ヒカゲツツジ(別名:サワテラシ) (ツツジ科ツツジ属)
①分布等:本州(関東以西)、四国、九州 の山地に自生する常緑低木。よく分岐し、高さ1~2mになる。
②分類:広葉樹(直立性)-単葉-不分裂葉-互生-きょ歯なし-下面に毛がある-常緑性(図20)。
③葉は互生し、枝先に輪生状に集まってつく。葉身は 長さ 4~7cm、幅 1~2cmの披針形~長楕円形。葉柄は短く0.2~0.4cmで、一見、葉柄がないように見える。葉縁は全縁で裏側に巻き込むことが多い。葉先には腺状突起があって鋭く尖り、基部は円形~楔形。
④葉質は薄い革質。表面は濃緑色ではじめ腺状鱗片があるが、のち脱落。裏面は淡黄緑色で黄褐色の腺状鱗片が密生する。若い枝には腺状鱗片と長毛があるが、のち脱落。
⑤花期は4~5月。前年枝の先端に淡黄色の花を2~6個つける。花冠は直径3~4cmのロート状鐘形で先端は5裂し平開する。果実は蒴果。長さ0.8~1.3cm、幅 0.2~0.35cmの円柱形で、腺状鱗片が密生し、9~10月に熟す。
⑥類似種:<ウラジロヒカゲツツジ>は、葉の裏面に腺状鱗片が密生して粉白色となるもので、関東地方の山地に稀に自生する。
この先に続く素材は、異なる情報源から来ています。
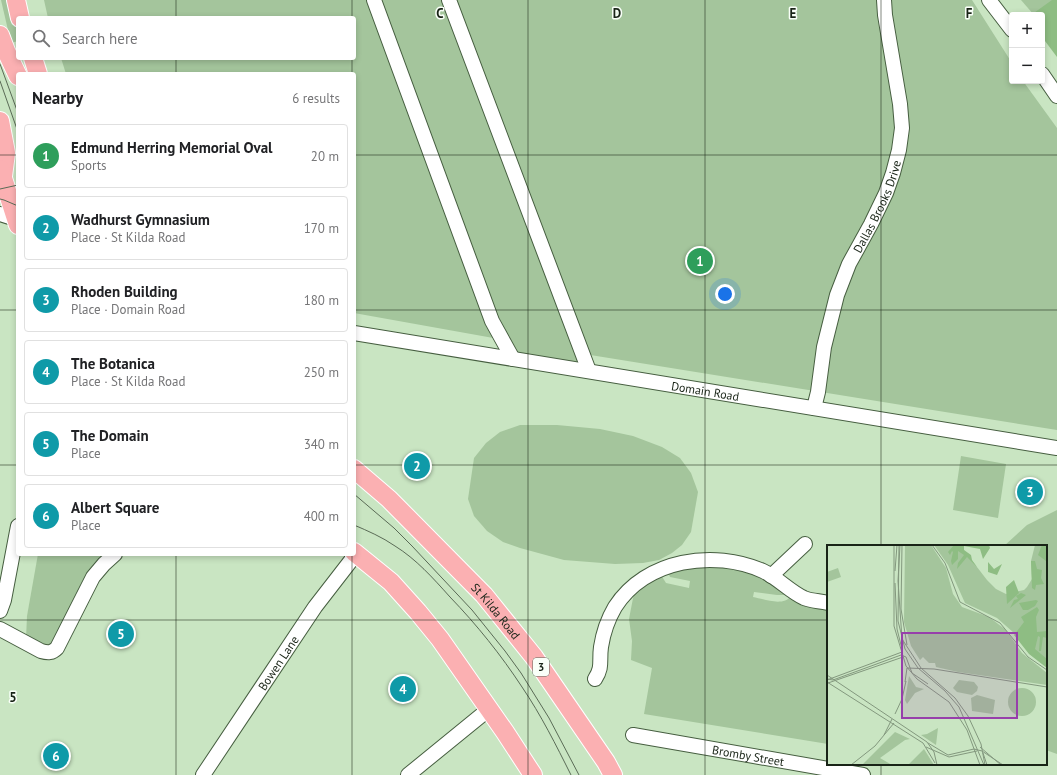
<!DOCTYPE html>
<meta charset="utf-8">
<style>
:root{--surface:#fff;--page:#f6f6f6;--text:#202124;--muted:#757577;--line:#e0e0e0;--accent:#973fab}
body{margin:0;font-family:"PT Sans",sans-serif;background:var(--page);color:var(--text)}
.controls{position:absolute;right:12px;top:12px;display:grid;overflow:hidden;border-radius:4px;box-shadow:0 2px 6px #0003}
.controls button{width:36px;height:36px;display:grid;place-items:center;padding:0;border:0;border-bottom:1px solid var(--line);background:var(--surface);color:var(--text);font:20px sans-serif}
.you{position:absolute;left:725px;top:294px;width:14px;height:14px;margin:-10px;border:3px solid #fff;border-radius:50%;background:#1a73e8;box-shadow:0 0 0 6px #1a73e833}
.badge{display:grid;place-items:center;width:26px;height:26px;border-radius:50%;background:var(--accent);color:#fff;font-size:13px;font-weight:700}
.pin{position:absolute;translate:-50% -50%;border:2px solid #fff;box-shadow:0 1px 4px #0006}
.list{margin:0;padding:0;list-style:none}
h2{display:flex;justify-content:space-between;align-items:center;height:52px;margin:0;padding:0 16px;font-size:17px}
h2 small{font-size:13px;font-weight:400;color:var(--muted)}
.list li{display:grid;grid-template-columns:26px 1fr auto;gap:12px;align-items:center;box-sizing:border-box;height:64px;margin:0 8px 8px;padding:0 8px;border:1px solid var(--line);border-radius:4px}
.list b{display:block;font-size:15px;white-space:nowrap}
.list p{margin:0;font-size:13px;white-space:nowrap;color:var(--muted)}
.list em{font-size:13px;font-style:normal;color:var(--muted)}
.icon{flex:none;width:22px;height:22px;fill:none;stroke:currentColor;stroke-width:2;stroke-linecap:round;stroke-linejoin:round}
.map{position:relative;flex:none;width:1057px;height:775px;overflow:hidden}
.search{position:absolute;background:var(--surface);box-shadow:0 2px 6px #0003;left:16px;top:16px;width:340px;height:44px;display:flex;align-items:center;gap:10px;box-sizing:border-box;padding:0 14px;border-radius:4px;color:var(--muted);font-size:15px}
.panel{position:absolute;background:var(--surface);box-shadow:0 2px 6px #0003;left:16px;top:72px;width:340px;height:484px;border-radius:4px}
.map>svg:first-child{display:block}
.green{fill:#a4c59c}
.forest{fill:#8ebd83}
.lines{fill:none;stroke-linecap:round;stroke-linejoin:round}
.minor-casing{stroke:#465e40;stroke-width:16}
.major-casing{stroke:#fff;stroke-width:20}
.minor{stroke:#fff;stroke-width:14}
.major{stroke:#fbb0b2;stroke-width:18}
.tram{stroke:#5a6b56;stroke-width:1}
.grid{fill:none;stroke:#192417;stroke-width:1;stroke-opacity:0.55}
.labels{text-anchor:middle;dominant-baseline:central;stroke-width:3;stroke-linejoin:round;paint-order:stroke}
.shield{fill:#f9fff8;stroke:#5c665a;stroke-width:1}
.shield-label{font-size:11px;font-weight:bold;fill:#192417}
.street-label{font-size:12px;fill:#192417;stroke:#f9fff8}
.inset-road{fill:none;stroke:#83987e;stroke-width:1}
.view{fill:#973fab;fill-opacity:0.15;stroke:#973fab;stroke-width:2}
.inset-edge{fill:none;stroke:#192417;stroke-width:2}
.grid-label{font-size:13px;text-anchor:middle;font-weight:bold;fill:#192417;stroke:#f9fff8;stroke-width:3;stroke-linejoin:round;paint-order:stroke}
</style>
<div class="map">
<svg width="1057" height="775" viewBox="0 0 1057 775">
<rect width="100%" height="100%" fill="#c9e5c2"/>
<g class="green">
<path d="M1,0H11L18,32V41L11,43Z"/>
<path d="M44,0H972L1012,63V81H1023L1057,128V430L578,353L582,364L515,352L510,341L354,313V74H66L61,58H354V18H48Z"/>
<path d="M1021,0H1057L1042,15H1034Z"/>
<path d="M520,425H557L600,429L633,436L662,447L680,458L691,473L698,492L691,532L682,545L672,553L659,560L643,563L615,564L564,560L520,548L503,542L487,531L474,516L468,499L474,458L486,443L500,432Z"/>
<path d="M961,456L1006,464L998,518L953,510Z"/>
<path d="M1057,510V754L1046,750V546H1004L1027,525Z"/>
<path d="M38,554H110L51,648L26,639L27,616Z"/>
<path d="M710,565L755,573L786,593L784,595H777L754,592L753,597C764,599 783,607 791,596L828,608V744L644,714L652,668L631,660L632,641L629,619L634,593L661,575L666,583L689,588L690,581L670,577L668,572Z"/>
</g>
<path class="forest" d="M1052,0H1057V57L1042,37V15H1031Z"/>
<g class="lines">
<defs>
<g id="minor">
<path d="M374,0L492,321L513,359"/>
<path d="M449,0L589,371"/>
<path d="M989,0L1012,30"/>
<path d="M1042,74L1057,96"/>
<path d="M0,214L16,219"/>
<path id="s1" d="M354,333L1057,448"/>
<path id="s2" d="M814,408L818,392L824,347L837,295L849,264L871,224L886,193L893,173L899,150L902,128L900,104L885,15L884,0"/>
<path d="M771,576L805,544"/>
<path d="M0,611L4,600L18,526"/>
<path d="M0,629L41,651C48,653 52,653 57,648L93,577L104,564L115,554"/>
<path d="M595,679C603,667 599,661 601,647C603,634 608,619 615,607C646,559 714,549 763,571C778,578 789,591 804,598C811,601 820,601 828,603"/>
<path id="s3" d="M633,735L863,775"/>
<path id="s4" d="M203,775L315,607L356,554"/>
<path d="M408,775L489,709"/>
</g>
<g id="major">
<path d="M16,0L20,18"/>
<path d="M0,35L6,51L18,76"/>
<path d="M33,58L38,74"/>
<path d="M0,121L6,153L3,176"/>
<path d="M0,169L18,225"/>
<path id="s5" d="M354,469L389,499L484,595L534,657L606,762L613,775"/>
<path d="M354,552L391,582L418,612L440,639L505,732L533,775"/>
</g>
</defs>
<use href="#minor" class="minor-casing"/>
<use href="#major" class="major-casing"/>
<use href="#minor" class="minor"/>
<use href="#major" class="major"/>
<g class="tram">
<path d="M0,64L18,113"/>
<path d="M0,81L18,132"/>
<path d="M0,189L18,185"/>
<path d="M0,199L4,200L18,206"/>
<path d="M354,494L394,528L412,546L472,610L505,651L521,673L549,718L579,775"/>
<path d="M354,525C368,531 382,537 395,546C416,559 433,578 450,597C477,625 501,655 522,687C541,715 556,745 571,775"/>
</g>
</g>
<path class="grid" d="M176,0V18M352,0V18M528,0V775M705,0V775M881,0V546M176,58V74M352,58V74M0,155H18M354,155H1057M0,310H18M354,310H1057M0,465H18M354,465H1057M176,554V775M352,554V775M0,620H828M1046,620H1057M881,764V775"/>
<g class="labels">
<rect class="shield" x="533" y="658" width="16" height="18" rx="3"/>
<g class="shield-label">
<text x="541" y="667">3</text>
</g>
<g class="street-label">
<text stroke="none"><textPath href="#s2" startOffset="213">Dallas Brooks Drive</textPath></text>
<text stroke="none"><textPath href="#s1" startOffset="356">Domain Road</textPath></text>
<text stroke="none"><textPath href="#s5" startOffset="201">St Kilda Road</textPath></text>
<text stroke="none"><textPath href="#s4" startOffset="135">Bowen Lane</textPath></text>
<text stroke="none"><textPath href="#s3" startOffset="117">Bromby Street</textPath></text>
</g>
</g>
<g transform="translate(827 545)">
<rect width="220" height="220" fill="#c9e5c2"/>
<path d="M78,0H104L119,23L126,49L135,62L162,72L179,85L195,108L220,128V140L131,127L109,122L108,118H102L96,112L93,115L84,101L77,77ZM107,0H133L160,35L169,44L179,49L197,45L200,42L205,34L204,16L208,0H220V117L170,73L138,58L121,20ZM11,23L14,32L0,37V27ZM82,131L89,142L97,144L88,148L80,159L78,155ZM132,135L147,137L151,142L150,146L145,150L130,147L126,143ZM181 157a14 14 0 1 1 28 0a14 14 0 1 1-28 0ZM150,150L168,155L166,169L145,166L144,153ZM111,183L109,200L94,190L100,189ZM68,187L83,194L78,195L53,213L65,220H35ZM97,204L107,220H81Z" fill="#a4c59c"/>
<path d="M127,0H162L163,3L156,14L153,4L137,1V5L144,10L145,15L150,22L140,12L130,24L131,18L137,10L131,6V14L125,20L124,16L126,7L125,6L123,10L121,7ZM215,0H220L219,16L211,10ZM204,16H208L210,24L215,25L214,33L217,39L209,40L208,45L205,43ZM161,17L167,24L175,19L170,30L161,27ZM187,35L192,48L180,59L179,42ZM194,48L199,50L183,63L187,55L191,54L189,51ZM209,55L211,56L208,61L201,65H196L192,58ZM210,62L212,65L209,72L210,87L220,86V93L216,92L214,106H212L213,92L211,91L208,104L220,114V123L202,109L187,90L197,77L194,72Z" fill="#8ebd83"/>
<path class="inset-road" d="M67,0V81L79,121L90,134L122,157L140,185L153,220M72,0L71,76L78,104L91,123L118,146L132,162L157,220M73,0L71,36L75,94L94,123L128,153L141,171L154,199L158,220M75,0L74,64L80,100M105,0L118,18L133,57L173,78L201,112L220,125M68,26L70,0M68,38L70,84L75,104M0,130L100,197L107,207L110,220M0,134L6,135L74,110L79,112L85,128L101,139M0,135L75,107M0,137L96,198L108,218M78,137L80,123L107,124L220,142M1,138L76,112M68,169L75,154L79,136M57,190L65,174M101,198L121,210L147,204L155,206L176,220M99,202L122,212L150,206M153,202L174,220M156,208L160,220M24,220L48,201L67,178"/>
<path class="view" d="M75,88H190V173H75Z"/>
<rect width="220" height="220" class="inset-edge"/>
</g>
<g class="grid-label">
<text x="440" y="18">C</text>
<text x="617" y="18">D</text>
<text x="793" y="18">E</text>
<text x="969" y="18">F</text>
<text x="13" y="702">5</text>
</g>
</svg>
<div class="controls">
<button>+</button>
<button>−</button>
</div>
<div class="you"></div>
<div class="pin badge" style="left:700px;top:261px;background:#2e9e5b">1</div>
<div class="pin badge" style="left:417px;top:466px;background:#0f9aa8">2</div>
<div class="pin badge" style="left:1030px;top:492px;background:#0f9aa8">3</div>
<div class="pin badge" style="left:403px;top:689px;background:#0f9aa8">4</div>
<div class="pin badge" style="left:121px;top:634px;background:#0f9aa8">5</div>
<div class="pin badge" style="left:56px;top:756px;background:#0f9aa8">6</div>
<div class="search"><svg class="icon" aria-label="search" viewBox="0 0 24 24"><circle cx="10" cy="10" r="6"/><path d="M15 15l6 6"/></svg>Search here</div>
<section class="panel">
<h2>Nearby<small>6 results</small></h2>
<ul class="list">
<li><span class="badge" style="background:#2e9e5b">1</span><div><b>Edmund Herring Memorial Oval</b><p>Sports</p></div><em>20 m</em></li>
<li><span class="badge" style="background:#0f9aa8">2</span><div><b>Wadhurst Gymnasium</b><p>Place · St Kilda Road</p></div><em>170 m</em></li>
<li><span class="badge" style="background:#0f9aa8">3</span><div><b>Rhoden Building</b><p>Place · Domain Road</p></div><em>180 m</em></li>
<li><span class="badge" style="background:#0f9aa8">4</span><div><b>The Botanica</b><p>Place · St Kilda Road</p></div><em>250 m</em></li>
<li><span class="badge" style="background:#0f9aa8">5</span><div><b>The Domain</b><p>Place</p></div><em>340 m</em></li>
<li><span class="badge" style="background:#0f9aa8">6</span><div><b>Albert Square</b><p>Place</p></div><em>400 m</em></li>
</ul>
</section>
</div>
また、屋久島や霧島山には、地面に這って枝を伸ばす<ハイヒカゲツツジ>があり、屋久島では特別天然記念物に指定されている。
⑦名前の由来:「ヒカゲツツジ」は、崖や岩場の日陰に生えることから。しかし、生育地は日陰だけとは限らない。別名の「サワテラシ」は「沢照らし」の意で、花の淡い黄色 が暗い渓谷などで明るく映えることから。